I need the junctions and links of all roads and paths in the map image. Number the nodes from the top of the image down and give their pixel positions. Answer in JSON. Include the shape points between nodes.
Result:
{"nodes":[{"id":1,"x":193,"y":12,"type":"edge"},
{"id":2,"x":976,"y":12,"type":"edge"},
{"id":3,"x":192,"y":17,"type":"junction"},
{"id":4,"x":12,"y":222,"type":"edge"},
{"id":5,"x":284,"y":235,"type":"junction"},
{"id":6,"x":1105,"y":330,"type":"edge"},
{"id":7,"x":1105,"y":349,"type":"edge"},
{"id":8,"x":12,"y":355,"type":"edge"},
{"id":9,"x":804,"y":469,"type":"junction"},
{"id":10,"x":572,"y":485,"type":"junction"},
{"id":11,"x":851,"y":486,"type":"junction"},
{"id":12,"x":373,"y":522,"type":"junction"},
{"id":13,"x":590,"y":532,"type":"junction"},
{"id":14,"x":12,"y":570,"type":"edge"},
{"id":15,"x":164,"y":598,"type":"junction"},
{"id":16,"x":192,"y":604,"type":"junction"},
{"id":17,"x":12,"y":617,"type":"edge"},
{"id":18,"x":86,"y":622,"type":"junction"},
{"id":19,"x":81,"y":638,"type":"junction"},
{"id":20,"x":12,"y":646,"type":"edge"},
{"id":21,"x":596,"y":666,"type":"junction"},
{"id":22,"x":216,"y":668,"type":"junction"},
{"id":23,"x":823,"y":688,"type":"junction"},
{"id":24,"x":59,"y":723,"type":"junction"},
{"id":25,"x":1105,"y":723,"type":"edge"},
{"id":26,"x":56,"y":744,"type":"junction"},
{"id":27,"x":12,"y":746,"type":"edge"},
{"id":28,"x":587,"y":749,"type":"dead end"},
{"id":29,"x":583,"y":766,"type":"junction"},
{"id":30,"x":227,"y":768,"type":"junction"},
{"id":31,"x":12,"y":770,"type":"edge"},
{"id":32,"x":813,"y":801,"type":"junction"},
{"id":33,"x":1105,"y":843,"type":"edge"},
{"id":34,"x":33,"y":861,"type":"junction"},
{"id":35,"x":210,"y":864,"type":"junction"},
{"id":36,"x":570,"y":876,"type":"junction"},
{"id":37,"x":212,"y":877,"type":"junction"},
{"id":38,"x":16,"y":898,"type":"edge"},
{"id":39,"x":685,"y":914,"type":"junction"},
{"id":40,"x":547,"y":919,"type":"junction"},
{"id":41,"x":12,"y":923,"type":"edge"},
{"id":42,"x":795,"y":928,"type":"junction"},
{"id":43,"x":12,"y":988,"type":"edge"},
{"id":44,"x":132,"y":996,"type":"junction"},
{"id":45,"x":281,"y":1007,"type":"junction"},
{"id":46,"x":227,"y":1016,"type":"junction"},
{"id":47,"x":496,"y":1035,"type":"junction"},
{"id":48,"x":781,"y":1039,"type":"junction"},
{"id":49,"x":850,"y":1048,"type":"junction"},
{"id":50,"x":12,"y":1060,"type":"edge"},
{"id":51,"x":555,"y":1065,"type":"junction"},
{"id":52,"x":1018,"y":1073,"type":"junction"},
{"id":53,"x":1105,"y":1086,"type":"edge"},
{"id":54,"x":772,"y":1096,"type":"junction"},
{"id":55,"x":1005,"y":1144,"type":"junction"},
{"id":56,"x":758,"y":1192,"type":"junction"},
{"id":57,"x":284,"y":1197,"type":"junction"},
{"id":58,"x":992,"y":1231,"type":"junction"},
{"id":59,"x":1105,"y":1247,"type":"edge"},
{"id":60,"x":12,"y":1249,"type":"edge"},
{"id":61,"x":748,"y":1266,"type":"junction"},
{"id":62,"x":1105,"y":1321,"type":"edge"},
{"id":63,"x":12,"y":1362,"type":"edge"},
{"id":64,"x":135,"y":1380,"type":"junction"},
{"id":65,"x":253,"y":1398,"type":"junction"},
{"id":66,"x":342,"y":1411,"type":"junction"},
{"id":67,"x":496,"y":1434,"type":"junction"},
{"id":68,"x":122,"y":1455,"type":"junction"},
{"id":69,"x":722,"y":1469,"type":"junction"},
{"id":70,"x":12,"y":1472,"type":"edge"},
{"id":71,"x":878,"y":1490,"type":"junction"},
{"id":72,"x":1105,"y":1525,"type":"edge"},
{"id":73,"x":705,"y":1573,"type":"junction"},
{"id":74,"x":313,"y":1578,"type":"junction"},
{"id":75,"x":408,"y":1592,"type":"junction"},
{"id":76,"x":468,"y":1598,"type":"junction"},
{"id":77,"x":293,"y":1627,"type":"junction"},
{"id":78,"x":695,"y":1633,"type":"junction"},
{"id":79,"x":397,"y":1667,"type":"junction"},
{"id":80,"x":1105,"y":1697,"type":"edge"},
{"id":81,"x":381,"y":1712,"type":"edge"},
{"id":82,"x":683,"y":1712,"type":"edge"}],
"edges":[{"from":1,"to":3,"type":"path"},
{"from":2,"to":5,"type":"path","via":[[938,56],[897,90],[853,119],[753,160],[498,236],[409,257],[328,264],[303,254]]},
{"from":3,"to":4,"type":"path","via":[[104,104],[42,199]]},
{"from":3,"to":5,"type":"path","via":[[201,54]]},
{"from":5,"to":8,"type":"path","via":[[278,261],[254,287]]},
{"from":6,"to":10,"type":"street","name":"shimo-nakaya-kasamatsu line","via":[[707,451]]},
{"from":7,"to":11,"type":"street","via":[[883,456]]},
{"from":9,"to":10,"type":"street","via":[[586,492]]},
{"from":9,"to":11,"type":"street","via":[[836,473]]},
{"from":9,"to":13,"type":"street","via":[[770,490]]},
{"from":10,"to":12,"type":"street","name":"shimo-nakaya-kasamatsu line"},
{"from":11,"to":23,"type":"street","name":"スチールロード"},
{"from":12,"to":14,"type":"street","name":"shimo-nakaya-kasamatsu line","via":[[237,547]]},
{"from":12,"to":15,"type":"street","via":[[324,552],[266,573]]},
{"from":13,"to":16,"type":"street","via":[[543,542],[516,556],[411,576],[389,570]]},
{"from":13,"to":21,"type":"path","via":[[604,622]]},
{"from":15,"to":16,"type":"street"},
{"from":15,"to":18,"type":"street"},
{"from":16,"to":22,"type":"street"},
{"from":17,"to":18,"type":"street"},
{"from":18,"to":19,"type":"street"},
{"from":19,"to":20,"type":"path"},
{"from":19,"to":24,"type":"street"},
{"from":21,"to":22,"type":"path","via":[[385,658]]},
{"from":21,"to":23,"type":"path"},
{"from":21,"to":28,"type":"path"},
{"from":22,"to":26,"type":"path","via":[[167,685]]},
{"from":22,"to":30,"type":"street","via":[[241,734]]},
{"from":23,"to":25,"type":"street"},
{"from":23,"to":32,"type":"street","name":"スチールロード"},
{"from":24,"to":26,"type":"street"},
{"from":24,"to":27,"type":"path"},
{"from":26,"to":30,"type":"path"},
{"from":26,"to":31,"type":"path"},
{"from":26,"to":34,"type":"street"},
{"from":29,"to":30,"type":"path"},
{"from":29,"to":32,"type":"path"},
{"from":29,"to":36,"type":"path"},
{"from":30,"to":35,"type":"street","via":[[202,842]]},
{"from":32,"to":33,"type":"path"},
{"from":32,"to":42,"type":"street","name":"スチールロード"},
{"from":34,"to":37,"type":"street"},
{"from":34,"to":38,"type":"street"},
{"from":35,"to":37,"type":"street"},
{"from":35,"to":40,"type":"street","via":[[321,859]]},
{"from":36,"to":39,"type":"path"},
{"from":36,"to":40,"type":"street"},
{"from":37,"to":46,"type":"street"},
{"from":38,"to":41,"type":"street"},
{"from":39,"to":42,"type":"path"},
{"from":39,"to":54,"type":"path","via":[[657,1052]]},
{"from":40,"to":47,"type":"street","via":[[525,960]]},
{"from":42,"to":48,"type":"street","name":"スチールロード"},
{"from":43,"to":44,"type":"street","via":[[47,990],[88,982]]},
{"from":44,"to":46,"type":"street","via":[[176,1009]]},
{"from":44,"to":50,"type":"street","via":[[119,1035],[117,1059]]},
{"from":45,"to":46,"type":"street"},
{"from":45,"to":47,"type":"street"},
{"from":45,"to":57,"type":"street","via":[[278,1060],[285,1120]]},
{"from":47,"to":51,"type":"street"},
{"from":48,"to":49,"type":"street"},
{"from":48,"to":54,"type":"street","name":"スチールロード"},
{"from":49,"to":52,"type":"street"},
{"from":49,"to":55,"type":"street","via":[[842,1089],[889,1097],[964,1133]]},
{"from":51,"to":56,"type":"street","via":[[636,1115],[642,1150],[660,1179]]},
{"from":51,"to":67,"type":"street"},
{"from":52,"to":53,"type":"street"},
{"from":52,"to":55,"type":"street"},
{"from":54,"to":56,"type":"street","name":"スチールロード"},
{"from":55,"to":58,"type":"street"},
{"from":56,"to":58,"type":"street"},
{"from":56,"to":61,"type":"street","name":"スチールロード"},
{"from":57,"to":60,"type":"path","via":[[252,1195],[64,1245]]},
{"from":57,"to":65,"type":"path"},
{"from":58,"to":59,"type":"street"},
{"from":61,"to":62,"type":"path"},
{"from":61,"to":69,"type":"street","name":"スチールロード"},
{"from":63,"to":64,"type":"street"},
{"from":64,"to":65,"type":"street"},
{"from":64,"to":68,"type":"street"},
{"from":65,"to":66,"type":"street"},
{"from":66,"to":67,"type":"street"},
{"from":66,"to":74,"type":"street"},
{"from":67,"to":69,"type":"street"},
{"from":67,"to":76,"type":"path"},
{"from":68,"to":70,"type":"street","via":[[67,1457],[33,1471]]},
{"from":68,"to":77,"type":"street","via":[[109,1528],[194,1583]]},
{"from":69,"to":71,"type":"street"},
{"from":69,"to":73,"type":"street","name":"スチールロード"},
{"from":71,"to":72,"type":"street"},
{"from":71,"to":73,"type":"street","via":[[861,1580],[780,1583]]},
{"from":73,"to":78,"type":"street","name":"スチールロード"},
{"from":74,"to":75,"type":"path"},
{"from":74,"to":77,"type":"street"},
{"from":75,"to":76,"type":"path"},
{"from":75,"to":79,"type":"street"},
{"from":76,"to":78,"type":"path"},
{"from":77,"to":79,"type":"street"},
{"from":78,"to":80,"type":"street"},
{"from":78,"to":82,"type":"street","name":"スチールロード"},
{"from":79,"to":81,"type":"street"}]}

^^^^^^^^

# Exercise directions
From the entries, copy every line in which the string "shimo" can be found.

# Result for this exercise
{"from":6,"to":10,"type":"street","name":"shimo-nakaya-kasamatsu line","via":[[707,451]]},
{"from":10,"to":12,"type":"street","name":"shimo-nakaya-kasamatsu line"},
{"from":12,"to":14,"type":"street","name":"shimo-nakaya-kasamatsu line","via":[[237,547]]},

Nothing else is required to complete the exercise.